Multiple regression analysis on variables significant in univariate linear regression with adjustment for age, heart rate, and CVRF2 (hypertension, dyslipidemia, ever smoked).

A heatmap was generated to examine metabolite patterns in subjects with high vs. low PA GLS (Figure 2). Subjects with low PA GLS (indicative of high PA stiffness) exhibited higher levels of long-chain acylcarnitines, as evident from the increased prevalence of red for this class of metabolites on the heat map.

Figure 2

Heatmap illustrating metabolomics results in plot illustrating mean levels of key acylcarnitine.

We quantified levels of key metabolites that differed between participants with high vs. low PA strain (Figure 3). Participants with low PA GLS had higher levels of C12, C12-OH/C10-DC, C14, C14:1, C14:2, C14-OH/C12-DC, C16:2, C16:3, C16:1-OH/C14:1-DC, and C18:1-OH/C16:1-DC compared to participants with high PA GLS (P < 0.05 for all).

Figure 3

Box plot illustrating mean levels of key acylcarnitine metabolites that differentiate between high PA strain and low PA strain (P < 0.05 for all). PA, pulmonary artery.

4Discussion

PA GLS was evaluated as a novel method for assessing PA stiffness using conventional cine CMR images. Decreased PA GLS was characterized by specific clinical factors and metabolites among older adults. PA GLS was independently associated with aging, elevated heart rate, dyslipidemia, smoking, long-chain acylcarnitines, and amino acid metabolites.

4.1PA GLS and clinical risk factors

This study lays the groundwork for future clinical applications of PA GLS in assessing PA stiffness. The correlation between PA GLS and clinical cardiovascular risk factors aligns with previous studies on PA stiffness (11, 26).
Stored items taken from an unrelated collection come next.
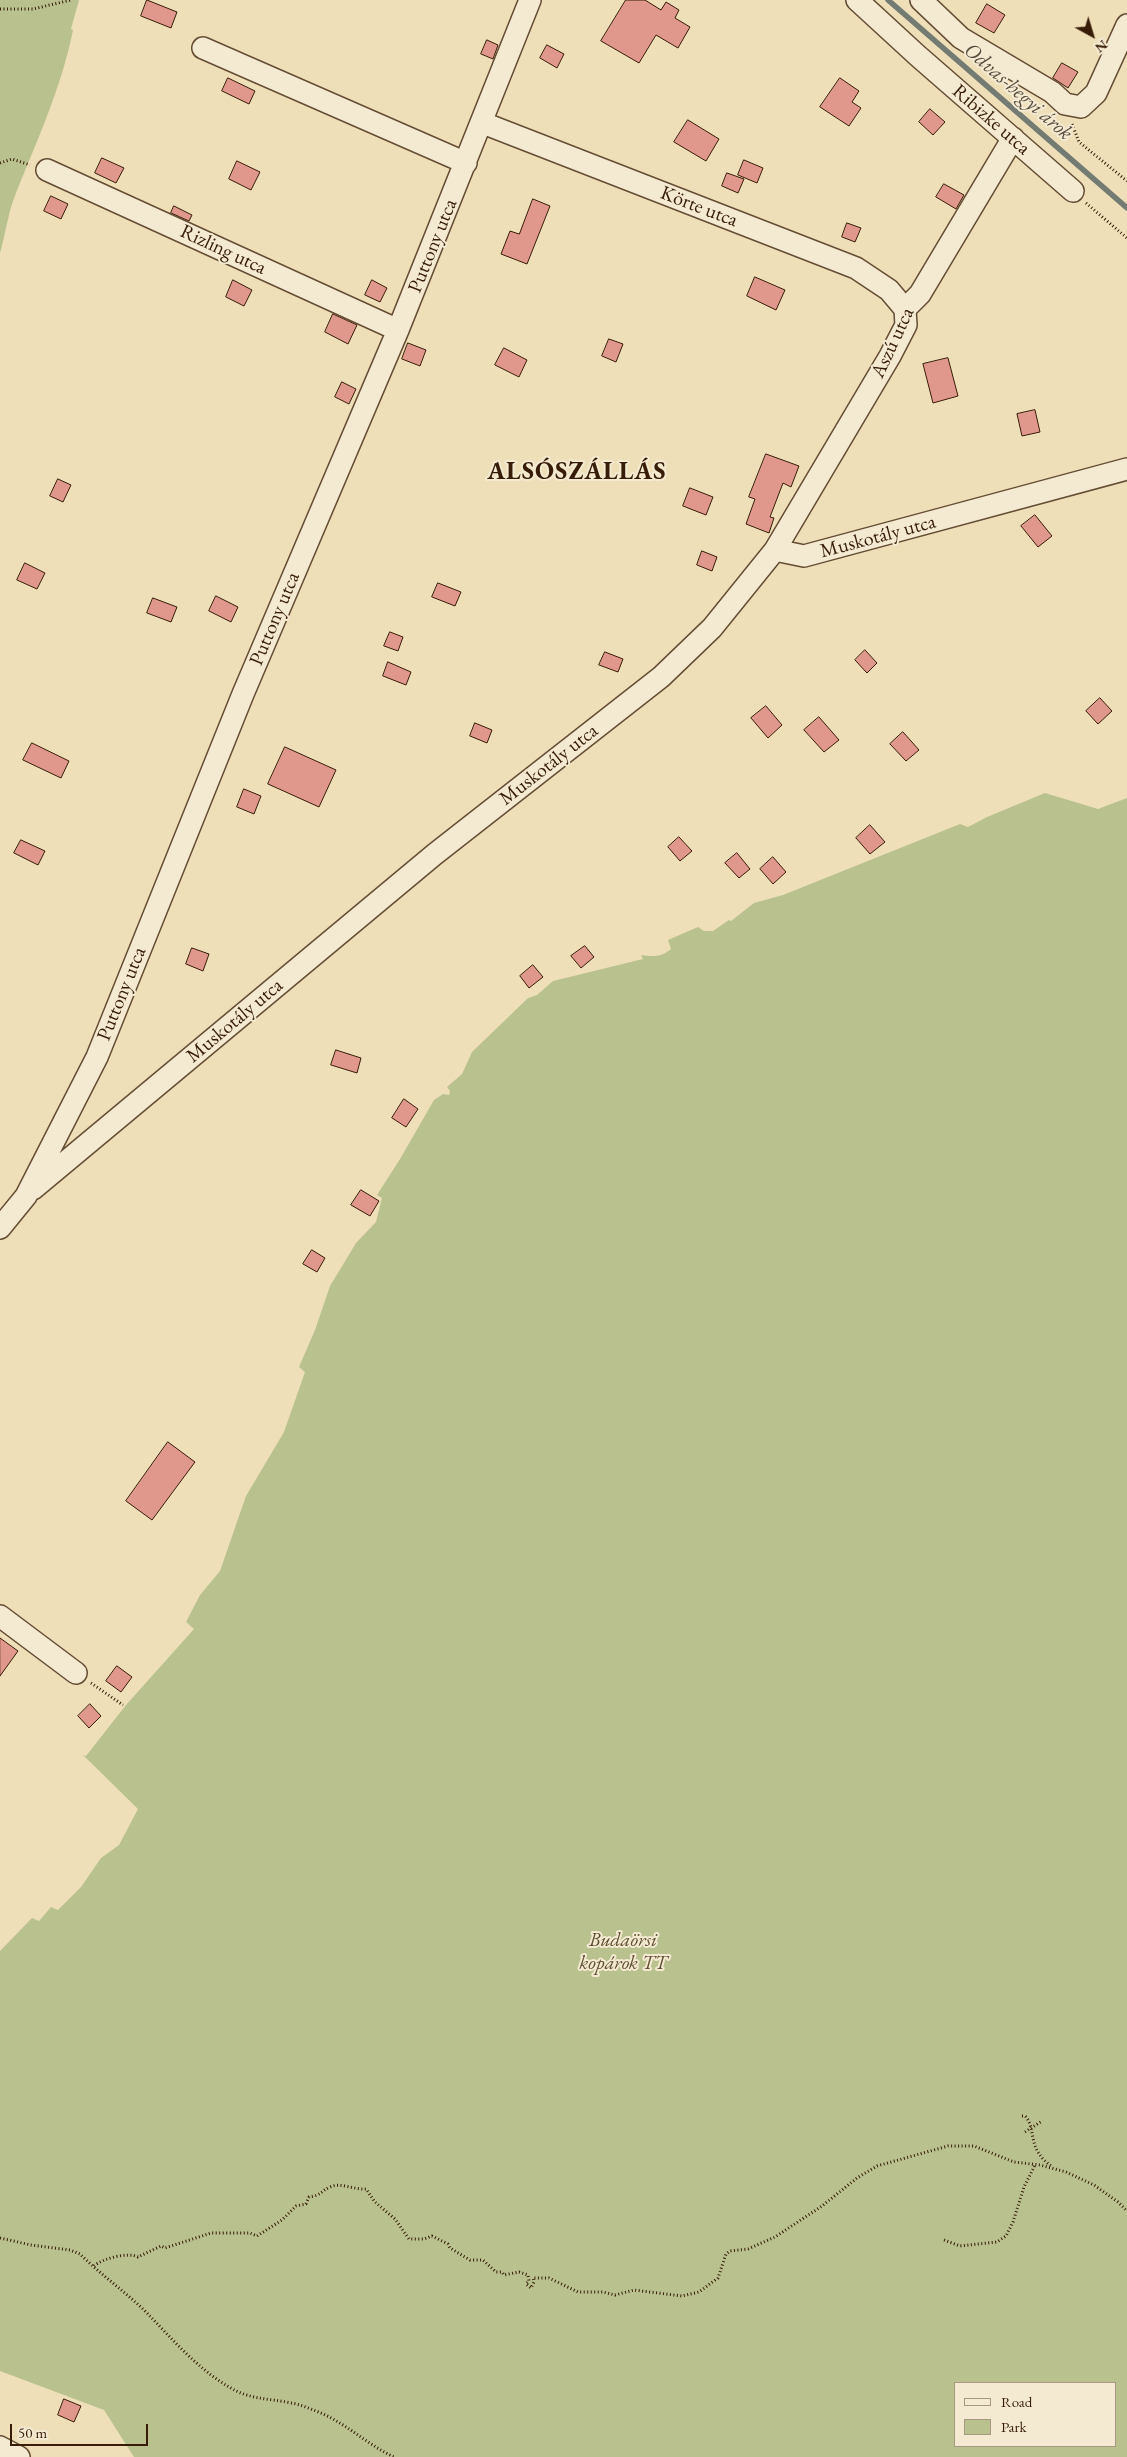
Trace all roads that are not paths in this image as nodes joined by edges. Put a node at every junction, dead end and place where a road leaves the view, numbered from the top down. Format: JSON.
{"nodes":[{"id":1,"x":530,"y":0,"type":"edge"},
{"id":2,"x":857,"y":0,"type":"edge"},
{"id":3,"x":921,"y":0,"type":"edge"},
{"id":4,"x":1127,"y":24,"type":"edge"},
{"id":5,"x":203,"y":48,"type":"dead end"},
{"id":6,"x":483,"y":123,"type":"junction"},
{"id":7,"x":1014,"y":138,"type":"junction"},
{"id":8,"x":466,"y":163,"type":"junction"},
{"id":9,"x":47,"y":170,"type":"road end"},
{"id":10,"x":1073,"y":191,"type":"road end"},
{"id":11,"x":904,"y":309,"type":"junction"},
{"id":12,"x":398,"y":330,"type":"junction"},
{"id":13,"x":1127,"y":469,"type":"edge"},
{"id":14,"x":774,"y":550,"type":"junction"},
{"id":15,"x":26,"y":1196,"type":"junction"},
{"id":16,"x":0,"y":1228,"type":"edge"},
{"id":17,"x":0,"y":1616,"type":"edge"},
{"id":18,"x":76,"y":1673,"type":"road end"},
{"id":19,"x":0,"y":2447,"type":"edge"},
{"id":20,"x":19,"y":2457,"type":"edge"}],
"edges":[{"from":1,"to":6,"type":"street","name":"Puttony utca"},
{"from":2,"to":7,"type":"street","name":"Ribizke utca"},
{"from":3,"to":4,"type":"street"},
{"from":5,"to":8,"type":"street"},
{"from":6,"to":8,"type":"street","name":"Puttony utca"},
{"from":6,"to":11,"type":"street","name":"Körte utca"},
{"from":7,"to":10,"type":"street","name":"Ribizke utca"},
{"from":7,"to":11,"type":"street","name":"Aszú utca"},
{"from":8,"to":12,"type":"street","name":"Puttony utca"},
{"from":9,"to":12,"type":"street","name":"Rizling utca"},
{"from":11,"to":14,"type":"street","name":"Aszú utca"},
{"from":12,"to":15,"type":"street","name":"Puttony utca"},
{"from":13,"to":14,"type":"street","name":"Muskotály utca"},
{"from":14,"to":15,"type":"street","name":"Muskotály utca"},
{"from":15,"to":16,"type":"street","name":"Puttony utca"},
{"from":17,"to":18,"type":"street"},
{"from":19,"to":20,"type":"street"}]}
Age has been positively associated with PA PWV (11) and PA pressures (2, 5) in healthy subjects. Similarly, our study demonstrated that, like PWV and pressure, PA GLS decreased with age in a community cohort of older adults, indicating that aging is associated with longitudinal length changes in the PA.

Elevated heart rate is another risk factor associated with adverse cardiovascular events (27). In a porcine model, PA pressure was found to increase with heart rate, which was attributed to increase in flow and/or downstream flow resistance (28). A study of patients with pulmonary hypertension showed positive linear relationship between mean PA pressure and heart rate (29). Similar effects of heart rate on atrial distensibility were observed in earlier studies (30–32). PA distensibility was lower among patients with left heart disease and pulmonary hypertension vs. no pulmonary hypertension, and negatively correlated with heart rate (33). PA stiffness, assessed by the pulse pressure to stroke volume index ratio, has been shown to increase with heart rate (r²= 0.15), resulting in an increased risk of incident idiopathic PAH (26). Our study demonstrated an inverse association between PA GLS and heart rate (r = −0.24), which is consistent with the literature.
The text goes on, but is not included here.